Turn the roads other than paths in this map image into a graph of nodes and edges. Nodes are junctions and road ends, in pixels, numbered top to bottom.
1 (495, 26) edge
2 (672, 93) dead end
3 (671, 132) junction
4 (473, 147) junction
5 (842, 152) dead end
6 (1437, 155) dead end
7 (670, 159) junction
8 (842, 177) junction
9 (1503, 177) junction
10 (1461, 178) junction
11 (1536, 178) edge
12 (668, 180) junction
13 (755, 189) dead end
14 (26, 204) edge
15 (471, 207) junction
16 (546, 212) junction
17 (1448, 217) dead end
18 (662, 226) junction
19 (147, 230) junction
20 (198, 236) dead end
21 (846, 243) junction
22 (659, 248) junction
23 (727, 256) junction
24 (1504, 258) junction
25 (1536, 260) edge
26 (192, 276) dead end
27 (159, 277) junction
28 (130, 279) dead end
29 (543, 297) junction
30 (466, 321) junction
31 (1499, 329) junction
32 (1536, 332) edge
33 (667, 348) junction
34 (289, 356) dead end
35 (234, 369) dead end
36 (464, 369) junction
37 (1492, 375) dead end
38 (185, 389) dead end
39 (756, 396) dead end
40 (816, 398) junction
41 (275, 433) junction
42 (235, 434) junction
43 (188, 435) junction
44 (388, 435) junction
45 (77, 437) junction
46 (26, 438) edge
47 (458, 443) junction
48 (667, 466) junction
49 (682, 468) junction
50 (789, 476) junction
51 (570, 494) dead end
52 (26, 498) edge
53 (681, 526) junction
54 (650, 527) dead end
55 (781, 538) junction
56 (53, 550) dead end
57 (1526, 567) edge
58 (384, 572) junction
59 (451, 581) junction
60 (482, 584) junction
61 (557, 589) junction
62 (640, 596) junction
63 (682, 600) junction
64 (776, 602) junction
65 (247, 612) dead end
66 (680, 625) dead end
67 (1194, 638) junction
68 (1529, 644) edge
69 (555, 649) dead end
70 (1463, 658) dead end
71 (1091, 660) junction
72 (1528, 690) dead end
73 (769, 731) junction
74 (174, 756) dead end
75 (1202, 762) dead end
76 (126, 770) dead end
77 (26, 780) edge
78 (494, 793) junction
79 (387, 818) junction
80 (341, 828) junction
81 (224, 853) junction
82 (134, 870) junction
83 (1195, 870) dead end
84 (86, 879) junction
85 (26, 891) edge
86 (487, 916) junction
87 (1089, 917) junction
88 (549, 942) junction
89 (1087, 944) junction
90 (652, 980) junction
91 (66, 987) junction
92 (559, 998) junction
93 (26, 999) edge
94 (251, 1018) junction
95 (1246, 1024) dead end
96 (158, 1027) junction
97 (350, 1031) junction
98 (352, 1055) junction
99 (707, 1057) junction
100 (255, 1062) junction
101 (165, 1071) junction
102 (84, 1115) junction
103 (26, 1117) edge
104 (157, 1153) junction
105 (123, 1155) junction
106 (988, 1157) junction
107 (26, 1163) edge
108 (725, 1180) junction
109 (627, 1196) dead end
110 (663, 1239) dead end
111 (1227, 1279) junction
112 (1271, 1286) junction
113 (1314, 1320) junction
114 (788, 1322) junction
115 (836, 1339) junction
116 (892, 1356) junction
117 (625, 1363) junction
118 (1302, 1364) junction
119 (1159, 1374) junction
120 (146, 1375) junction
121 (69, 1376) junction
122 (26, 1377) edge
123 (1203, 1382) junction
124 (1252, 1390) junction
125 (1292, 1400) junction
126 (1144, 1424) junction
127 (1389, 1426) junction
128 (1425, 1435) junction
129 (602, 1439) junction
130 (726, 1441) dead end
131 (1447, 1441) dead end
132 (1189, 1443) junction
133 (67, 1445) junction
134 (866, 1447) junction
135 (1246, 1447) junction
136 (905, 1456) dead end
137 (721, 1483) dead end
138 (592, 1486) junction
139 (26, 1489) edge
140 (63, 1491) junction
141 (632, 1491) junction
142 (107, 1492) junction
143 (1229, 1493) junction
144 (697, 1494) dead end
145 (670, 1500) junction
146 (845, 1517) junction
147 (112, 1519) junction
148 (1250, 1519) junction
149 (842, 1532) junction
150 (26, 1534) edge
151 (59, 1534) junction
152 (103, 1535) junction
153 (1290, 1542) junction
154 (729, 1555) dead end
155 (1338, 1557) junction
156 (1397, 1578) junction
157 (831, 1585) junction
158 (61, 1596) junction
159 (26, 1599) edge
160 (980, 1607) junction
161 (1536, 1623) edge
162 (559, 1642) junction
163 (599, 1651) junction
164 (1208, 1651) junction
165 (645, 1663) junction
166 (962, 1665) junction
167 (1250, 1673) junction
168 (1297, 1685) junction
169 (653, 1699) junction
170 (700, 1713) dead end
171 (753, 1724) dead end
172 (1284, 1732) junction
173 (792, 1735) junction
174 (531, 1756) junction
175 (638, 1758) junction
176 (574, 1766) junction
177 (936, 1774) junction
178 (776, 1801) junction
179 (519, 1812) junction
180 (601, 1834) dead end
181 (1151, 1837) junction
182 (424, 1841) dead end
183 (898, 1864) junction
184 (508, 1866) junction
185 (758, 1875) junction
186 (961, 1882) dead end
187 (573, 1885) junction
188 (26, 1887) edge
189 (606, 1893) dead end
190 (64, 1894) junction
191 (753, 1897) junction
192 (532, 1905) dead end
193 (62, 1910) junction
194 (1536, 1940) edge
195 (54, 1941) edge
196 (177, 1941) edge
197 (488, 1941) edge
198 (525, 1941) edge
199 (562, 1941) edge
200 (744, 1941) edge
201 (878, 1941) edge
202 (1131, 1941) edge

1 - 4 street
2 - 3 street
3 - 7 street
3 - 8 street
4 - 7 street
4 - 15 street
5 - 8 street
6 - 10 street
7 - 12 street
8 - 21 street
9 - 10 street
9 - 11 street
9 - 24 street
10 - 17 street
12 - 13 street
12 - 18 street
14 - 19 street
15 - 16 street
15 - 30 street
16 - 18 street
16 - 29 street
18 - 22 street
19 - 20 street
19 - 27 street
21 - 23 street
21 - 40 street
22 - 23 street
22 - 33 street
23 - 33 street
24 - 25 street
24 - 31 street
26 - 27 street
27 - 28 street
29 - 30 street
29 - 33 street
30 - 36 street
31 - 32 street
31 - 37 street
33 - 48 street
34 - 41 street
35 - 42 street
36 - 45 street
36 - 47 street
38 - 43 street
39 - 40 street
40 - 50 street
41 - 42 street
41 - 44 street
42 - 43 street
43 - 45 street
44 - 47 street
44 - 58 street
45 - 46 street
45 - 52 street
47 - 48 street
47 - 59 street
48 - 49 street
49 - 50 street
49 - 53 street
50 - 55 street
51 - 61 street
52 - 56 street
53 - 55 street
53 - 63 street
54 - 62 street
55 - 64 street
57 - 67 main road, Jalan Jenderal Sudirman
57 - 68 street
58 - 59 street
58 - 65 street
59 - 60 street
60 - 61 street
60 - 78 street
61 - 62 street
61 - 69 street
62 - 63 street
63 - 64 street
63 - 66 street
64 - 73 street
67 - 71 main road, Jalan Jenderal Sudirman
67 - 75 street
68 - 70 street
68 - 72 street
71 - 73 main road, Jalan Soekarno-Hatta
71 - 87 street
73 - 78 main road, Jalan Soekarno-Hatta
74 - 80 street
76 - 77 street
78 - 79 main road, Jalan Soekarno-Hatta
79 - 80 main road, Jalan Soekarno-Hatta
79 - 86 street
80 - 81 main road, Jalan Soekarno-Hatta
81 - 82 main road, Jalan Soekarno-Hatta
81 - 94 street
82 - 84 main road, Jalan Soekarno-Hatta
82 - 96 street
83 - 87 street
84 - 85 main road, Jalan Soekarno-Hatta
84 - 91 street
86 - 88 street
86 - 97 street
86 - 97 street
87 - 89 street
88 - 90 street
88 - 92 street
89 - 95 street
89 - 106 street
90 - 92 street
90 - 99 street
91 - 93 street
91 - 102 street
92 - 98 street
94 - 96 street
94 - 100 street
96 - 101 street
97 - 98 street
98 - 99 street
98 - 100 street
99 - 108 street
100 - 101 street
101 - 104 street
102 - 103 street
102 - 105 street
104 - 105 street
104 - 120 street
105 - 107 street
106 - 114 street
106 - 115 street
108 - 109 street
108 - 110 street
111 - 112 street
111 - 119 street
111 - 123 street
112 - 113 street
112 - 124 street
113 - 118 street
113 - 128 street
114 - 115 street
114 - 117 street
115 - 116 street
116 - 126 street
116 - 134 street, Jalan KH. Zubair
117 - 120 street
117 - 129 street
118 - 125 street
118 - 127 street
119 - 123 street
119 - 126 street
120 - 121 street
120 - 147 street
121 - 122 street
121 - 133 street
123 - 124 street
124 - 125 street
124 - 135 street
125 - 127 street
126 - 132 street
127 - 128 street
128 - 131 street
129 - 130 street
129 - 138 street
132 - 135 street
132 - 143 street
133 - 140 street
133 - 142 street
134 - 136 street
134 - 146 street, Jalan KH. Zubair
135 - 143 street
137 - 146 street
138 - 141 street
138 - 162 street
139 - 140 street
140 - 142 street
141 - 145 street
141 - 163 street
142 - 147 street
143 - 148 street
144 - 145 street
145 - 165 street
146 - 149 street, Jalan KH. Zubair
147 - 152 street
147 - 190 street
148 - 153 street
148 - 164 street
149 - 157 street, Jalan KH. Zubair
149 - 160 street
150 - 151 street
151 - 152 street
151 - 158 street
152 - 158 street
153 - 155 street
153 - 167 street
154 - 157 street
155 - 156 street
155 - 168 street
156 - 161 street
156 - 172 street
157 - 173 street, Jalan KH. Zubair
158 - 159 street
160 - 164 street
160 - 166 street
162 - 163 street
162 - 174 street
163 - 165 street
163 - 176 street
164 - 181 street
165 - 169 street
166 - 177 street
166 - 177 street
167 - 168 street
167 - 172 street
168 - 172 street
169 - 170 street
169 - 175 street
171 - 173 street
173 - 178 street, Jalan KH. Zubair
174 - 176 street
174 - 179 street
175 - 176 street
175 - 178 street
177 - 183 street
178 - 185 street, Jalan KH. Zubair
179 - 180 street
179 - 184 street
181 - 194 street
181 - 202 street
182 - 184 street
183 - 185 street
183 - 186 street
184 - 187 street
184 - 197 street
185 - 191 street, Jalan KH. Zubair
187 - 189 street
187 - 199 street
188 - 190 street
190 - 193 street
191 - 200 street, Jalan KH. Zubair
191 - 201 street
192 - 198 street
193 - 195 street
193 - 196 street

■ Assignment: Look through the material and find each line that includes "Soekarno", then copy it.

■ Completed exercise:
71 - 73 main road, Jalan Soekarno-Hatta
73 - 78 main road, Jalan Soekarno-Hatta
78 - 79 main road, Jalan Soekarno-Hatta
79 - 80 main road, Jalan Soekarno-Hatta
80 - 81 main road, Jalan Soekarno-Hatta
81 - 82 main road, Jalan Soekarno-Hatta
82 - 84 main road, Jalan Soekarno-Hatta
84 - 85 main road, Jalan Soekarno-Hatta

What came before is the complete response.